The announcement comes after local officials have spent months encouraging San Diegans to get vaccinated against the coronavirus. But while 2 million residents have been fully immunized, cases and hospitalizations are again on the rise. A month ago, daily cases hovered around 100 new infections; 700 or more cases a day is now the norm. And the number of San Diegans in the hospital with COVID-19 has more than tripled, going from around 70 to 90 in late June to 269 as of the county’s latest coronavirus update.

Infectious disease experts point to the Delta variant of the coronavirus as the main reason for this rapid rise. This viral strain, first identified in India, likely accounts for about 80 percent of new cases in the United States, according to the Centers for Disease Control and Prevention. The vast majority of those cases have been among those who are not fully vaccinated.

The CDC announced on Tuesday that it’s now asking all Americans, regardless of vaccination status, to wear masks in indoor public spaces if they’re living in an area where the coronavirus is spreading quickly. Later that day, the county issued its own recommendation for San Diegans to follow the new CDC guidance.

But the county is not requiring indoor masking for all, unlike Los Angeles County, simply recommending it. And for now, the county’s policy among its own employees is the same as its guidance to the public, only requiring indoor masking for those who are not fully vaccinated.
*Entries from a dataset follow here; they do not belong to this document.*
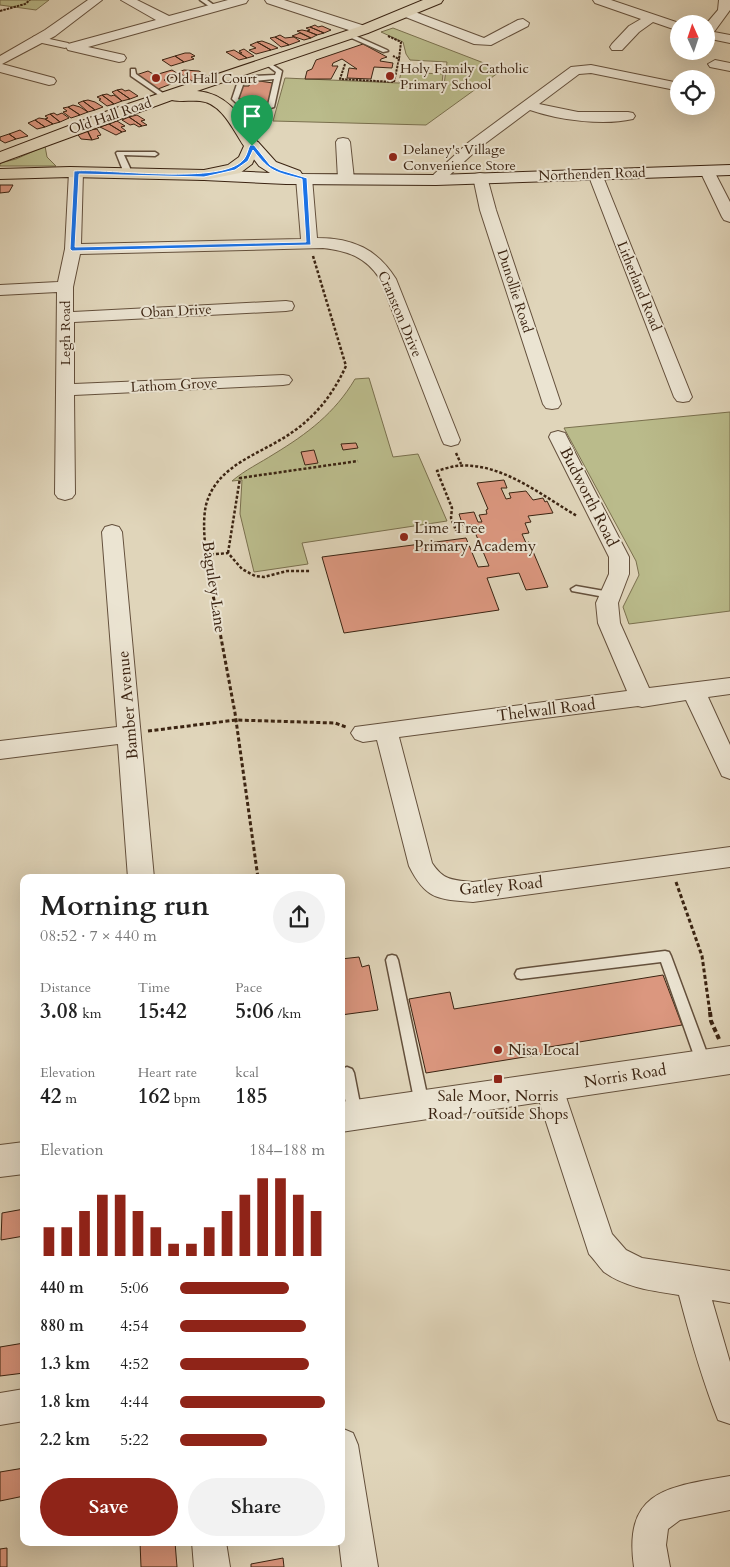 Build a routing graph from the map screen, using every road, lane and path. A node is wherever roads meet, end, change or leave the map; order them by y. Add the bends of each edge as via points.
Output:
1 (30, 0) edge
2 (96, 0) edge
3 (127, 0) edge
4 (203, 0) edge
5 (242, 0) edge
6 (271, 0) edge
7 (436, 0) edge
8 (599, 0) edge
9 (724, 0) edge
10 (730, 2) edge
11 (215, 8) junction
12 (0, 11) edge
13 (407, 13) junction
14 (650, 18) junction
15 (168, 22) junction
16 (715, 22) edge
17 (523, 23) dead end
18 (670, 24) edge
19 (356, 32) junction
20 (715, 35) edge
21 (36, 39) junction
22 (730, 39) edge
23 (69, 46) junction
24 (616, 47) dead end
25 (385, 50) joint
26 (119, 58) dead end
27 (0, 61) edge
28 (267, 63) junction
29 (344, 64) dead end
30 (0, 68) edge
31 (133, 70) dead end
32 (278, 77) junction
33 (221, 79) junction
34 (49, 81) dead end
35 (670, 85) edge
36 (163, 97) junction
37 (212, 99) junction
38 (529, 106) junction
39 (628, 116) dead end
40 (62, 133) junction
41 (342, 142) dead end
42 (252, 146) junction
43 (155, 154) dead end
44 (0, 158) edge
45 (707, 170) junction
46 (730, 170) edge
47 (80, 172) junction
48 (0, 174) edge
49 (126, 174) junction
50 (595, 174) junction
51 (204, 175) junction
52 (480, 177) junction
53 (304, 178) junction
54 (346, 178) junction
55 (436, 180) junction
56 (730, 217) edge
57 (309, 243) junction
58 (72, 249) junction
59 (65, 287) junction
60 (0, 290) edge
61 (286, 306) dead end
62 (66, 317) junction
63 (283, 380) dead end
64 (64, 390) junction
65 (683, 397) dead end
66 (552, 404) dead end
67 (558, 437) dead end
68 (451, 440) dead end
69 (358, 461) dead end
70 (65, 494) dead end
71 (578, 517) dead end
72 (112, 532) dead end
73 (457, 533) dead end
74 (228, 553) junction
75 (206, 555) junction
76 (311, 571) dead end
77 (576, 589) dead end
78 (610, 595) junction
79 (730, 686) edge
80 (694, 692) junction
81 (642, 698) junction
82 (236, 720) junction
83 (374, 732) junction
84 (130, 734) junction
85 (0, 750) edge
86 (730, 770) edge
87 (730, 857) edge
88 (670, 866) junction
89 (141, 874) edge
90 (257, 874) edge
91 (392, 960) dead end
92 (521, 974) dead end
93 (711, 1021) dead end
94 (717, 1062) edge
95 (347, 1073) dead end
96 (549, 1088) junction
97 (422, 1106) junction
98 (348, 1116) edge
99 (20, 1158) edge
100 (0, 1161) edge
101 (692, 1283) junction
102 (730, 1287) edge
103 (20, 1406) edge
104 (730, 1408) edge
105 (0, 1409) edge
106 (345, 1471) edge
107 (730, 1493) edge
108 (210, 1546) edge
109 (212, 1567) edge
110 (360, 1567) edge
111 (652, 1567) edge

1 - 12 path
2 - 21 street via 50,33
3 - 15 street
4 - 11 lane
5 - 11 street
6 - 19 street
7 - 13 main road, Old Hall Road
8 - 14 street
9 - 10 street
9 - 16 street via 724,10
11 - 15 street
13 - 17 street via 486,42
13 - 19 main road, Old Hall Road
14 - 18 street
14 - 24 street
15 - 23 street
19 - 25 lane
19 - 28 main road, Old Hall Road
20 - 22 street
21 - 23 street
21 - 27 street
23 - 26 street
25 - 29 path via 399,58 394,82 340,80
28 - 32 lane via 279,71
28 - 33 main road, Old Hall Road
30 - 34 street
31 - 36 lane via 133,75
32 - 32 lane via 241,81 235,99 249,112 262,113 264,107 271,107
33 - 36 main road, Old Hall Road
33 - 37 main road via 208,90
35 - 38 street via 601,70 576,70
36 - 37 main road
36 - 40 main road, Old Hall Road
37 - 42 main road via 227,111
38 - 39 street via 568,116
38 - 55 street via 474,145
40 - 44 main road, Old Hall Road
40 - 47 main road via 54,146 57,154 65,165
41 - 54 street
42 - 51 main road via 246,160 234,169
42 - 53 main road, Northenden Road via 269,166
43 - 49 lane via 119,153
45 - 46 main road, Northenden Road
45 - 50 main road, Northenden Road
45 - 56 street
47 - 48 main road, Northenden Road
47 - 49 main road, Northenden Road
47 - 58 street, Legh Road
49 - 51 main road, Northenden Road
50 - 52 main road, Northenden Road
50 - 65 street, Litherland Road
51 - 53 main road, Northenden Road
52 - 55 main road, Northenden Road
52 - 66 street, Dunollie Road
53 - 54 main road, Northenden Road
53 - 57 street
54 - 55 main road, Northenden Road
57 - 58 street, Cranston Drive
57 - 68 street, Cranston Drive via 350,246 374,259 381,267
57 - 75 path, Baguley Lane via 346,366 330,396 306,423 260,450 218,482 205,512
58 - 59 street, Legh Road
59 - 60 street
59 - 62 street, Legh Road
61 - 62 street, Oban Drive
62 - 64 street, Legh Road
63 - 64 street, Lathom Grove
64 - 70 street, Legh Road
67 - 78 street, Budworth Road via 619,557 619,574
69 - 74 path via 240,478
71 - 73 path via 509,477 483,467 461,464 437,471 452,508 451,518
72 - 84 street, Bamber Avenue
74 - 75 path
74 - 76 path via 242,568 256,576
75 - 82 path, Baguley Lane
77 - 78 lane
78 - 81 street, Budworth Road via 607,603 610,629
79 - 80 street, Thelwall Road
80 - 81 street, Thelwall Road
80 - 86 street
81 - 83 street, Thelwall Road
82 - 83 path via 335,723
82 - 84 path
82 - 90 path, Baguley Lane
83 - 88 street, Gatley Road via 416,851 428,877 442,889 473,892
84 - 85 street
84 - 89 street, Bamber Avenue
87 - 88 street, Gatley Road
88 - 93 path via 702,956
91 - 97 lane
92 - 94 lane via 665,956
94 - 96 main road, Norris Road
95 - 98 lane
96 - 97 main road, Norris Road
96 - 101 street via 600,1243 615,1261 639,1273
97 - 98 main road, Norris Road
99 - 100 main road
101 - 102 street
101 - 104 street via 709,1348
103 - 105 street
106 - 110 street
107 - 111 street via 674,1504 660,1511 652,1521 648,1535
108 - 109 street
With cases rising quickly across the nation, state and federal officials are taking more aggressive steps to slow the virus’s spread, too. On Monday, Gov. Gavin Newsom announced that California’s employees and health care workers must get vaccinated or regularly tested. And President Joe Biden made a similar announcement for federal employees on Thursday, adding that the military will consider requiring coronavirus vaccinations.